Mr. Marriott told us he had been located at the stern of the carrier. That area included an aircraft elevator, one of two on the ship connecting the lower hangar deck with the flight deck above.
With the enemy planes apparently gone and the defending allied fighter planes coming back on board, Mr. Marriott heard his name called. He turned to see his buddy gesturing him to an open steel door. It led to a narrow catwalk at the back of the huge ship, outside the hangar deck high above the ocean.
Mr. Marriott joined his friend for a smoke. They’d closed the door. Standing orders were to secure all doors and hatches during combat.
The two seamen were halfway through their cigarettes when they heard the distinctive sound of enemy aircraft. An undetected squadron of enemy fighters was approaching just above the surface of the ocean, too low to be caught on radar. Mr. Marriott and his friend heard anti-aircraft fire open up from their ship and from others.
A split second later, they heard an enormous explosion and saw the massive steel door beside them bulge outward. The two sailors learned later that an enemy plane had dropped a bomb down the aircraft elevator. Mr. Marriott and his friend were able to force the bulging door inward enough to squeeze through. Before them lay a horrific scene of bloody devastation.
They ran into the smoke-filled darkness to help their shipmates, ignoring the battle raging in the skies above and the exploding ammunition from burning aircraft around them destroyed by the bomb. Their frantic calls got few responses.
They scoured their section looking for survivors. Twenty men had been on duty during the earlier battle. Their search located five men alive, most unconscious in blood-soaked clothing, badly injured. They administered emergency first aid while awaiting help from overwhelmed medics.
All the other sailors were found dead, a few from bomb fragments or flying debris, but most from concussion caused by the huge bomb that had hit the lowered aircraft elevator. Mr.

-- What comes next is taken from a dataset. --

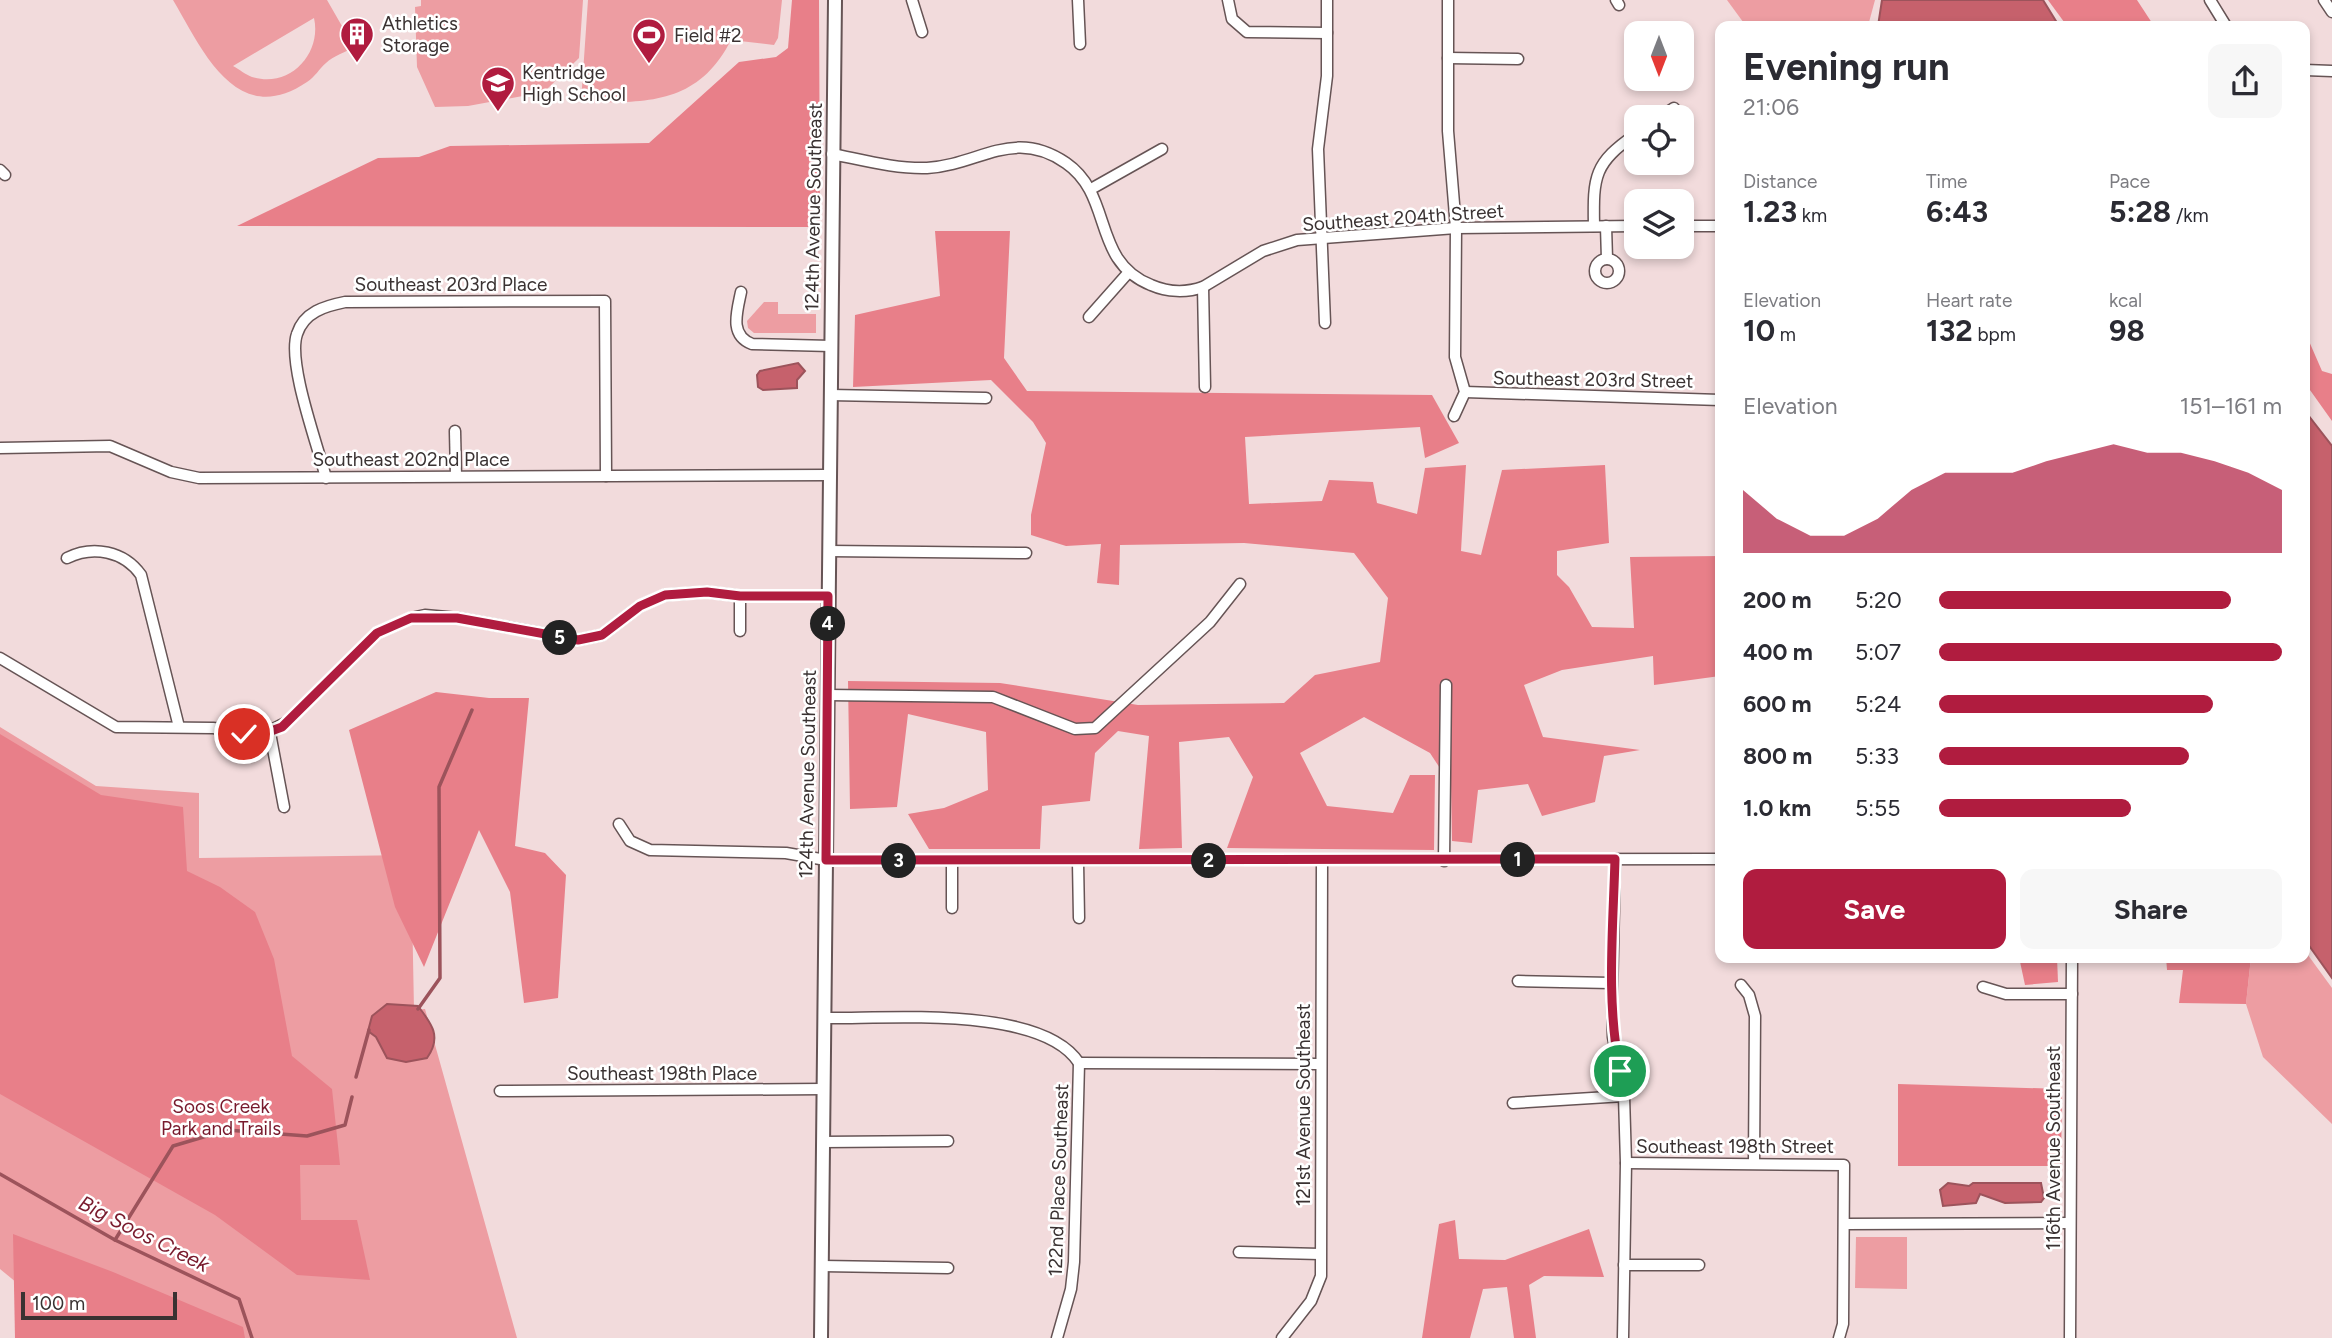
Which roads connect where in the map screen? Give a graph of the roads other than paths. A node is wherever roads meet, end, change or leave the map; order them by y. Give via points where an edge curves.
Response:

Marriott explained quietly – pausing a few times to compose himself – that some remains of the others had to be scraped off the metal bulkheads and walls, including the remains of some friends.

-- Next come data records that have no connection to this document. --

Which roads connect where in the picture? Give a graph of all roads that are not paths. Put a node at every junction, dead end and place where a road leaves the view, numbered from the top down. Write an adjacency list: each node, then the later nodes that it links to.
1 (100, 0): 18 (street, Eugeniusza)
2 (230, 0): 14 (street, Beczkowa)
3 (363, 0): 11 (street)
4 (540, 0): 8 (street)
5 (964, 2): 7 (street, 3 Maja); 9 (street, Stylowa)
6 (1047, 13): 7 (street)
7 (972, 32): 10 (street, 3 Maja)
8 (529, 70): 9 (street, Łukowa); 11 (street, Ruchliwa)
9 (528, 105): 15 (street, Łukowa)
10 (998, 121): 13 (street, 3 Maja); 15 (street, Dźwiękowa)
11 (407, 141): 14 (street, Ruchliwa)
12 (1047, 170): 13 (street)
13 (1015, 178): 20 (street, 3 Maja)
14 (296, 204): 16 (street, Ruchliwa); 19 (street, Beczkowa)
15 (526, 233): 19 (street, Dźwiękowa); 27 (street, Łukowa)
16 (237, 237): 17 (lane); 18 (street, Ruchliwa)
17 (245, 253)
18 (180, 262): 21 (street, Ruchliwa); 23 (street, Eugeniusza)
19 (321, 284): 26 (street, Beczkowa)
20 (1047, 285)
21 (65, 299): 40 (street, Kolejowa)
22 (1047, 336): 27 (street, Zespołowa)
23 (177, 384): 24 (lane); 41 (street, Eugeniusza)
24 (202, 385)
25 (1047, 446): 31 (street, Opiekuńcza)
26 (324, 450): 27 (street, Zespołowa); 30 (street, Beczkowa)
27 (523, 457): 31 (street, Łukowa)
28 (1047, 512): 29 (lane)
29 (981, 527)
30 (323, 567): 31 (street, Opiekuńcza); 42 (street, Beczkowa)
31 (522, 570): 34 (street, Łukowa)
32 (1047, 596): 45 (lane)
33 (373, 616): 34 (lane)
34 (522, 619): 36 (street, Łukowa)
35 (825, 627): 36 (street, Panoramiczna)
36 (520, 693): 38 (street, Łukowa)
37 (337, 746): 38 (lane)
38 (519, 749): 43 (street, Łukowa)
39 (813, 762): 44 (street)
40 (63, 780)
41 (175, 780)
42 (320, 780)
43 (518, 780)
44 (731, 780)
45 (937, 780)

He said that he was alive purely by coincidence … and would never again take life for granted. We as Scouts learned another lesson that day – and acquired a deep respect for his reluctance to talk about his war.
Years later, his daughter Janice told me: “Dad never said anything to us about the war. He never brought it up.” She said that during his early life he had survived far more than just that war. Born in England during the depression of the 1930s, he had been sent to a ‘work farm’ when his parents were unable to support him. In his mid-teens he was again forced out on his own when the owner of the work farm could no longer provide work or food.
Mr. Marriott was sent to Canada at the age of fourteen under a program called Home Child where he worked at various menial jobs. The deeply homesick youth briefly contemplated suicide. Instead, he returned to England by working as a stoker to earn return passage on a ship. He arrived in desperate physical shape, his clothing in rags. Not long after, the Second World War broke out.
When it was over, Mr. Marriott returned to Canada with his wife, whom he married in 1940. There they raised a family, and Mr. Marriott turned his instrument training into becoming a jeweler and owner of an independent jewelry store that came to be known for its meticulous commitment to quality work. Many customers were fellow veterans who, like him, rarely spoke about the horrors they experienced … each of them, a quiet kind of hero.